Il viaggio fu più leggero delle altre volte, forse perché mi ci
ero abituata. Arrivammo all’aeroporto e ci dirigemmo subito in un appartamento
che avevamo affittato, in attesa di trovare una casa più isolata, in mezzo ai
boschi. Sapevo che ce ne erano alcune, de Esme voleva controllarle
personalmente. Mi guardai in giro, immaginando gli interni già arredati: non
sarebbe stata poi tanto male. Era un appartamento lussuoso, con pavimento in
palqué. Chissà quanto tempo avremmo passato qui dentro...

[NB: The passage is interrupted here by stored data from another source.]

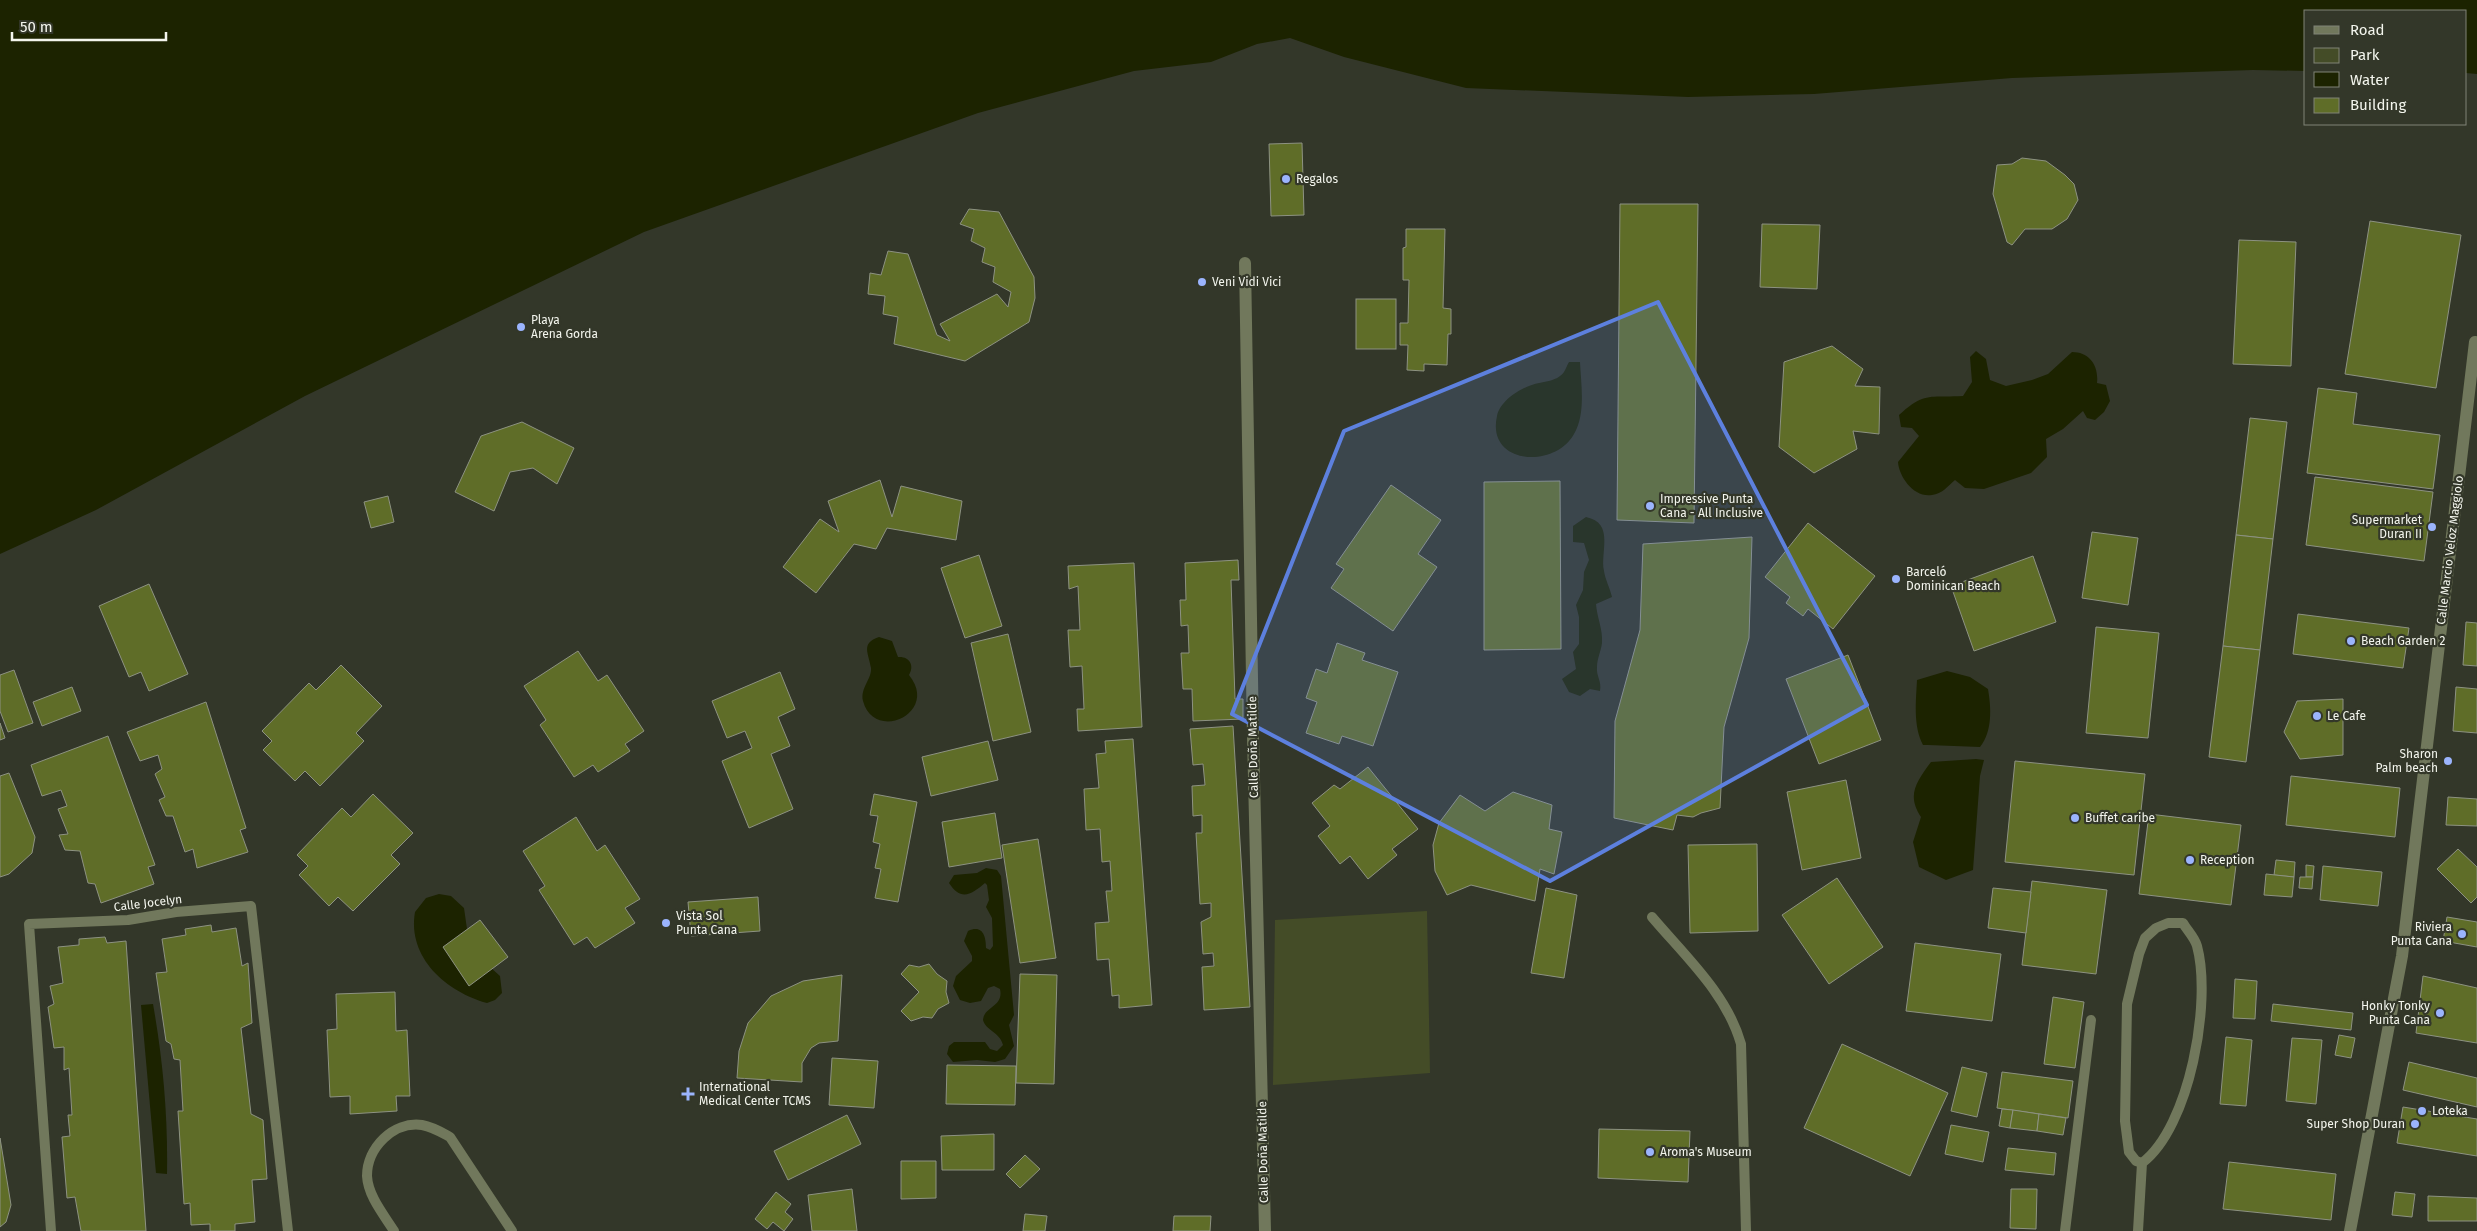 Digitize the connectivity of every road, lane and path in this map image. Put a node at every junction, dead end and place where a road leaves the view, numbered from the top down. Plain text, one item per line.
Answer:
1 (1245, 263) dead end
2 (2475, 342) dead end
3 (1652, 917) dead end
4 (2090, 1020) dead end
5 (2142, 1162) junction
6 (51, 1231) edge
7 (288, 1231) edge
8 (394, 1231) edge
9 (512, 1231) edge
10 (1265, 1231) edge
11 (1746, 1231) edge
12 (2065, 1231) edge
13 (2138, 1231) edge
14 (2350, 1231) edge

1 - 10 street, Calle Doña Matilde
2 - 14 street, Calle Marcio Veloz Maggiolo
3 - 11 lane
4 - 12 lane
5 - 5 lane
5 - 13 lane
6 - 7 lane, Calle Jocelyn
8 - 9 lane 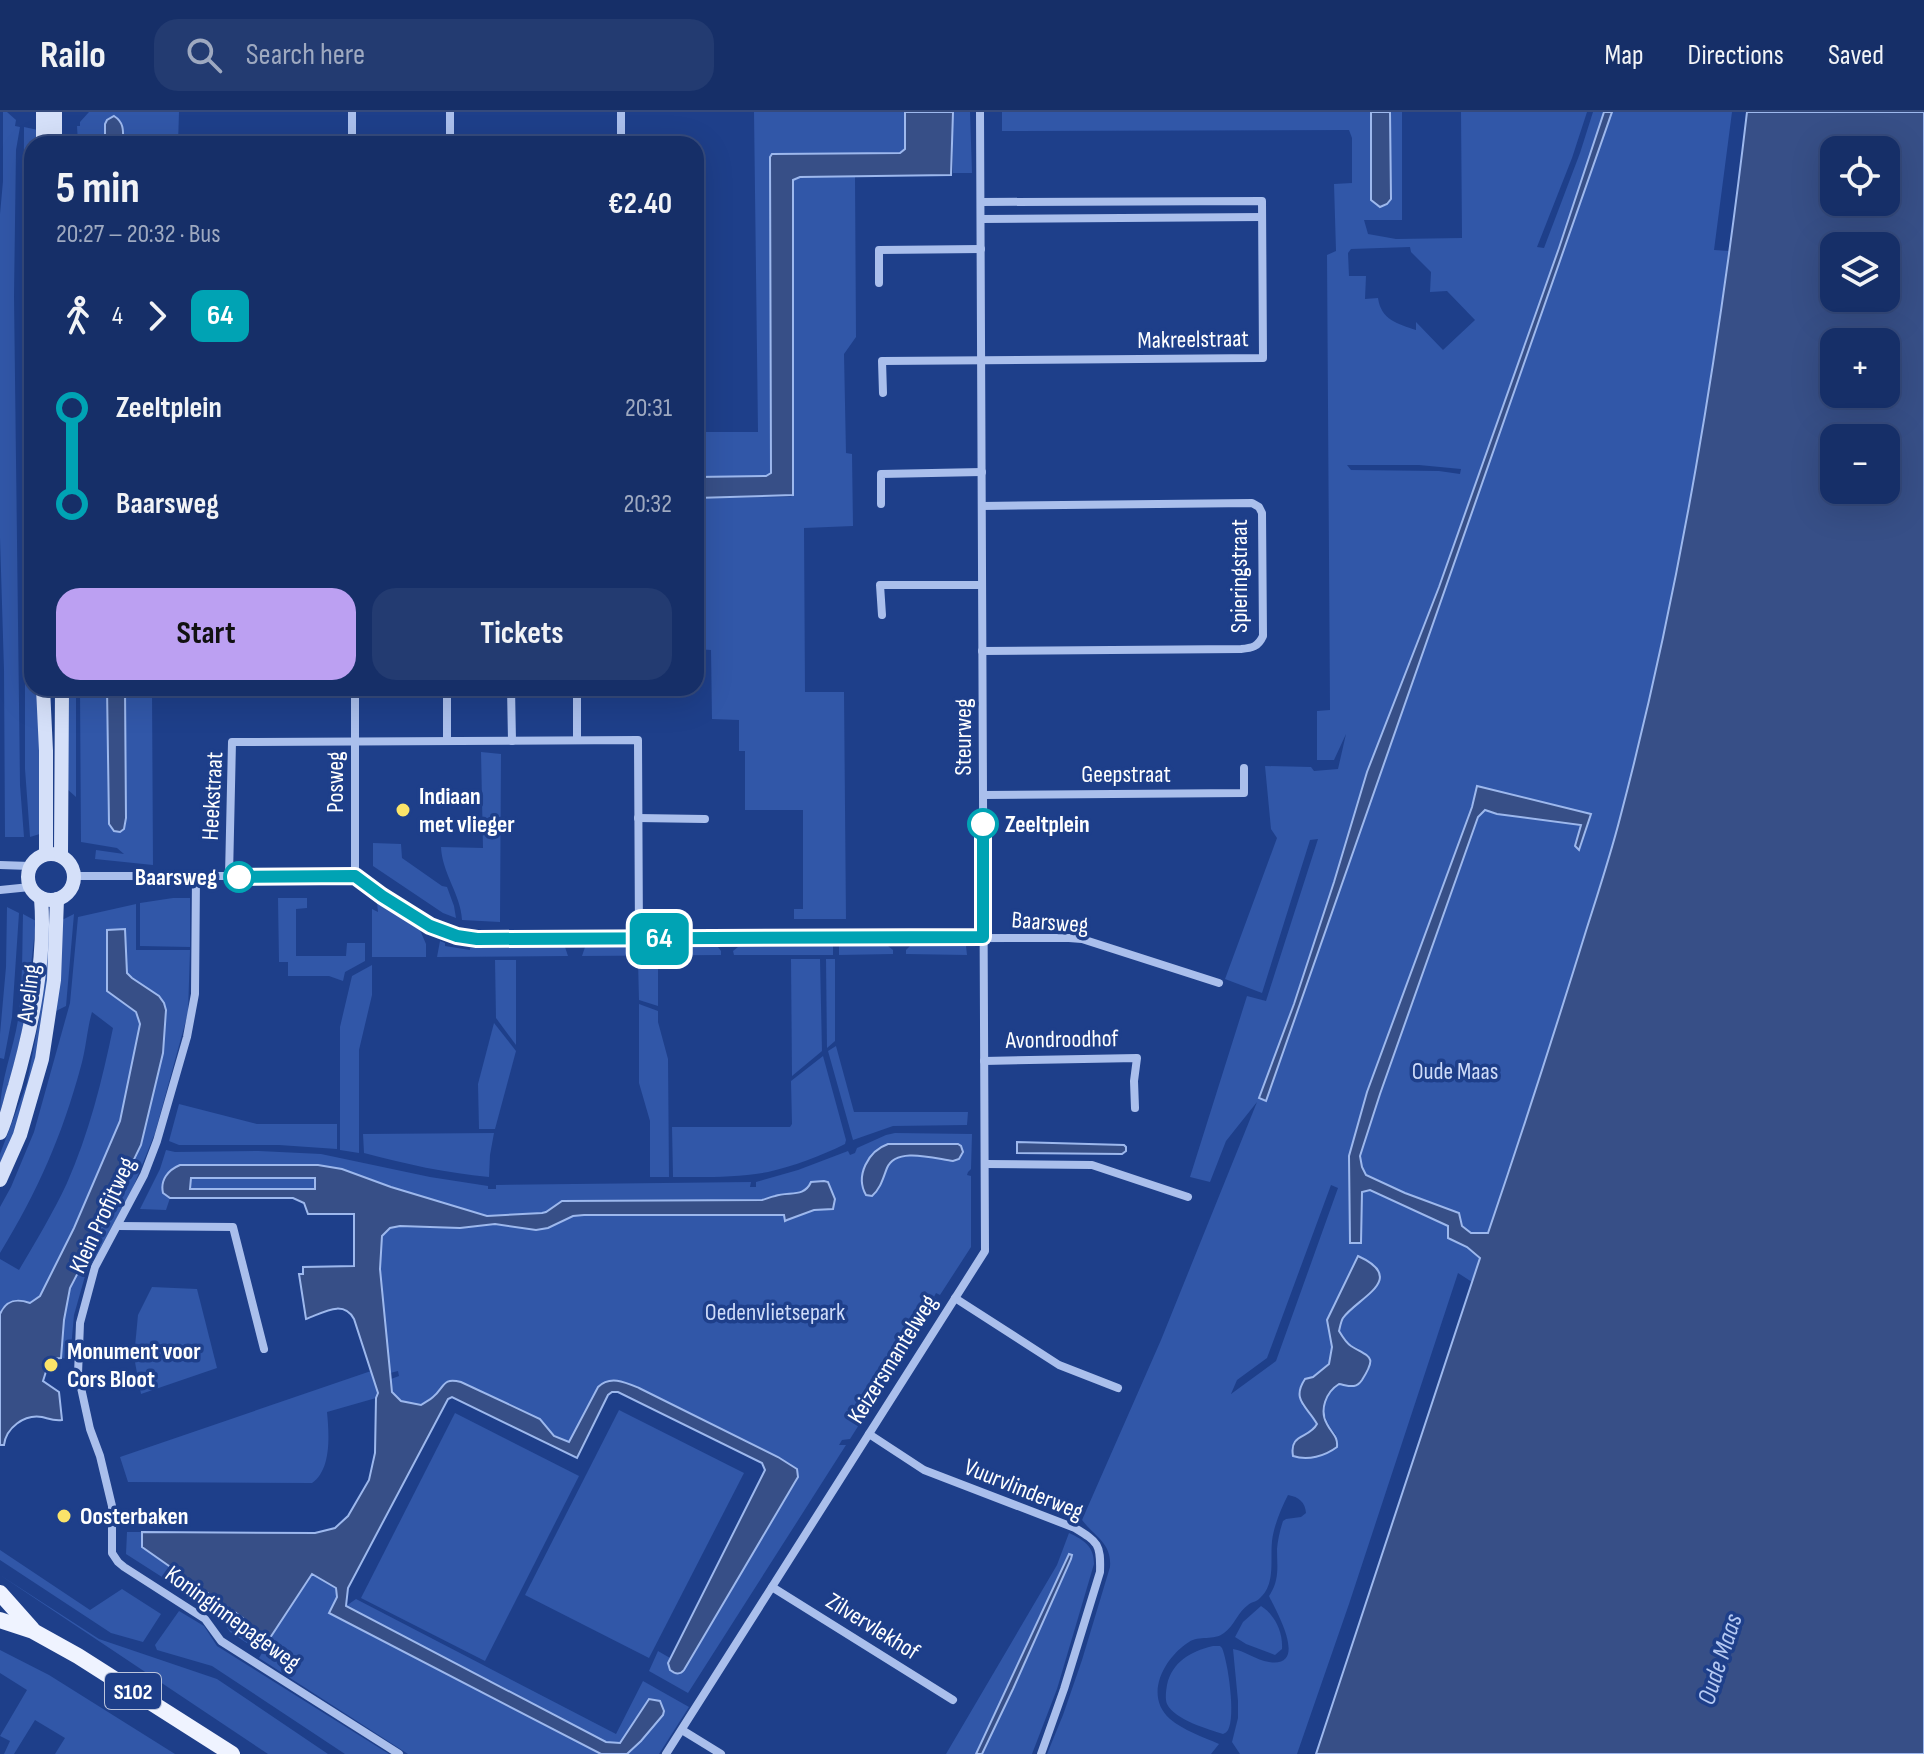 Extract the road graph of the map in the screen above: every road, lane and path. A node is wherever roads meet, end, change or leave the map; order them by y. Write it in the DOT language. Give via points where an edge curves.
graph roads {
  1 [pos="43,112"];
  2 [pos="55,112"];
  3 [pos="352,112"];
  4 [pos="450,112"];
  5 [pos="621,112"];
  6 [pos="980,112"];
  7 [pos="43,136"];
  8 [pos="55,136"];
  9 [pos="352,136"];
  10 [pos="450,136"];
  11 [pos="621,136"];
  12 [pos="981,202"];
  13 [pos="1262,217"];
  14 [pos="981,219"];
  15 [pos="981,249"];
  16 [pos="879,283"];
  17 [pos="981,361"];
  18 [pos="883,393"];
  19 [pos="982,472"];
  20 [pos="881,504"];
  21 [pos="982,506"];
  22 [pos="982,585"];
  23 [pos="882,615"];
  24 [pos="982,651"];
  25 [pos="43,696"];
  26 [pos="62,696"];
  27 [pos="355,696"];
  28 [pos="447,696"];
  29 [pos="511,696"];
  30 [pos="577,696"];
  31 [pos="577,740"];
  32 [pos="447,741"];
  33 [pos="512,741"];
  34 [pos="355,742"];
  35 [pos="1244,768"];
  36 [pos="983,795"];
  37 [pos="638,818"];
  38 [pos="705,819"];
  39 [pos="53,855"];
  40 [pos="0,865"];
  41 [pos="30,866"];
  42 [pos="74,876"];
  43 [pos="196,876"];
  44 [pos="229,876"];
  45 [pos="355,876"];
  46 [pos="0,890"];
  47 [pos="36,892"];
  48 [pos="57,899"];
  49 [pos="983,937"];
  50 [pos="639,939"];
  51 [pos="1219,983"];
  52 [pos="984,1061"];
  53 [pos="1135,1108"];
  54 [pos="0,1133"];
  55 [pos="985,1164"];
  56 [pos="0,1180"];
  57 [pos="1188,1197"];
  58 [pos="118,1226"];
  59 [pos="955,1298"];
  60 [pos="264,1349"];
  61 [pos="1118,1388"];
  62 [pos="869,1434"];
  63 [pos="124,1567"];
  64 [pos="772,1587"];
  65 [pos="0,1593"];
  66 [pos="0,1620"];
  67 [pos="33,1631"];
  68 [pos="953,1700"];
  69 [pos="682,1730"];
  70 [pos="232,1754"];
  71 [pos="399,1754"];
  72 [pos="666,1754"];
  73 [pos="721,1754"];
  74 [pos="1041,1754"];
  1 -- 7 [label="main road"];
  2 -- 8 [label="main road"];
  3 -- 9 [label="street"];
  4 -- 10 [label="street"];
  5 -- 11 [label="street"];
  6 -- 12 [label="street, Steurweg"];
  12 -- 13 [label="street, Makreelstraat" via="1262,201"];
  12 -- 14 [label="street, Steurweg"];
  13 -- 14 [label="street"];
  13 -- 17 [label="street, Makreelstraat" via="1263,358"];
  14 -- 15 [label="street, Steurweg"];
  15 -- 16 [label="street" via="879,250"];
  15 -- 17 [label="street, Steurweg"];
  17 -- 18 [label="street" via="882,361"];
  17 -- 19 [label="street, Steurweg"];
  19 -- 20 [label="street" via="881,474"];
  19 -- 21 [label="street, Steurweg"];
  21 -- 22 [label="street, Steurweg"];
  21 -- 24 [label="street, Spieringstraat" via="1252,503 1259,507 1263,523 1259,645"];
  22 -- 23 [label="street" via="880,585"];
  22 -- 24 [label="street, Steurweg"];
  24 -- 36 [label="street, Steurweg"];
  25 -- 39 [label="main road"];
  26 -- 39 [label="main road"];
  27 -- 34 [label="street, Posweg"];
  28 -- 32 [label="street"];
  29 -- 33 [label="street"];
  30 -- 31 [label="street"];
  31 -- 33 [label="street"];
  31 -- 37 [label="street" via="638,740"];
  32 -- 33 [label="street"];
  32 -- 34 [label="street"];
  34 -- 44 [label="street, Heekstraat" via="232,742"];
  34 -- 45 [label="street, Posweg"];
  35 -- 36 [label="street, Geepstraat" via="1244,793"];
  36 -- 49 [label="street, Steurweg"];
  37 -- 38 [label="street"];
  37 -- 50 [label="street"];
  39 -- 41 [label="main road" via="37,858"];
  39 -- 42 [label="main road" via="71,864"];
  40 -- 41 [label="street"];
  41 -- 47 [label="main road"];
  42 -- 43 [label="street"];
  42 -- 48 [label="main road" via="70,891"];
  43 -- 44 [label="street"];
  43 -- 58 [label="street, Klein Profijtweg" via="193,1013 162,1127"];
  44 -- 45 [label="street"];
  45 -- 50 [label="street, Baarsweg" via="430,926 457,936"];
  46 -- 47 [label="street"];
  47 -- 48 [label="main road"];
  47 -- 54 [label="main road, Aveling" via="40,953 35,1003"];
  48 -- 56 [label="main road, Aveling" via="54,980 42,1059 20,1135"];
  49 -- 50 [label="street, Baarsweg"];
  49 -- 51 [label="street, Baarsweg" via="1082,939"];
  49 -- 52 [label="street, Keizersmantelweg"];
  52 -- 53 [label="street, Avondroodhof" via="1137,1058"];
  52 -- 55 [label="street, Keizersmantelweg"];
  55 -- 57 [label="street" via="1092,1165"];
  55 -- 59 [label="street, Keizersmantelweg" via="985,1251"];
  58 -- 60 [label="street" via="233,1227"];
  58 -- 63 [label="street, Klein Profijtweg" via="95,1267 80,1323 78,1374 112,1506 112,1553"];
  59 -- 61 [label="street" via="1059,1365"];
  59 -- 62 [label="street, Keizersmantelweg"];
  62 -- 64 [label="street, Keizersmantelweg"];
  62 -- 74 [label="street, Vuurvlinderweg" via="924,1470 1096,1540 1100,1572"];
  63 -- 71 [label="street, Koninginnepageweg" via="205,1619 221,1641"];
  64 -- 68 [label="street, Zilvervlekhof"];
  64 -- 69 [label="street, Keizersmantelweg"];
  65 -- 67 [label="main road, S102"];
  66 -- 67 [label="main road, S102"];
  67 -- 70 [label="main road, S102"];
  69 -- 72 [label="street, Keizersmantelweg"];
  69 -- 73 [label="street"];
}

<< al massimo due settimane... >> mi rispose mio padre
<< stiamo facendo il salotto, vieni a darci una mano? >>
<< va bene >> risposi senza il minimo entusiasmo. Come
se avessero avuto veramente bisogno di me... era solo una scusa per tenermi li
vicino e sottocontrollo, per possibili cambiamenti nel mio umore.
Arrivai in salotto e vidi zio Jasper e zio Emmett che montavano a
tempo di record un mobile, gli altri confabulavano, indicando la parete vuota,
e pianificando per filo e per segno cosa ne sarebbe stato appoggiato.
<< tesoro! >>
Trillò zia Alice,
precipitandosi da me e sfoggiando un sorriso a trentadue denti. << lascia
perdere qua. Jasper ha appena finito il nostro bagno, vieni con me >>
Non feci in tempo a rispondere che mi ritrovai in bagno. Era una
stanza spaziosa, completamente rosa, con raffigurate orchidee e rose qua e la.
<< cosa...? >>
<< le domande le faccio io >> disse seria lei. Aveva
l’espressione grave, mai vista così. Capii che aveva fatto la dolce per non
destare sospetto, e riuscire a portarmi qui dentro senza problemi.
<< tanto ci sentono comunque >> dissi io.
<< e invece no, cara. Jasper ha messo dei pannelli intorno
alle pareti, probabilmente se si sforzassero ci sentirebbero, ma ora sono
troppo impegnati con il salotto. >> replicò lei con un sorriso maligno
dipinto sul volto. Ora ero in trappola. Poteva chiedermi quello che voleva: se
gli avessi mentito, se ne sarebbe accorta e non mi avrebbe lasciato andare, se
gli avessi detto la verità mi avrebbe lasciata andare, lo avrebbe detto a tutto
il resto della famiglia, ma io mi sarei uccisa prima di dover affrontare anche
uno solo di loro.
<< che cosa ti sta succedendo? >> mi chiese, ora
preoccupata.
<< niente >> mentii
<< beep
–beep –beep! Risposta sbagliata >> cantilenò lei.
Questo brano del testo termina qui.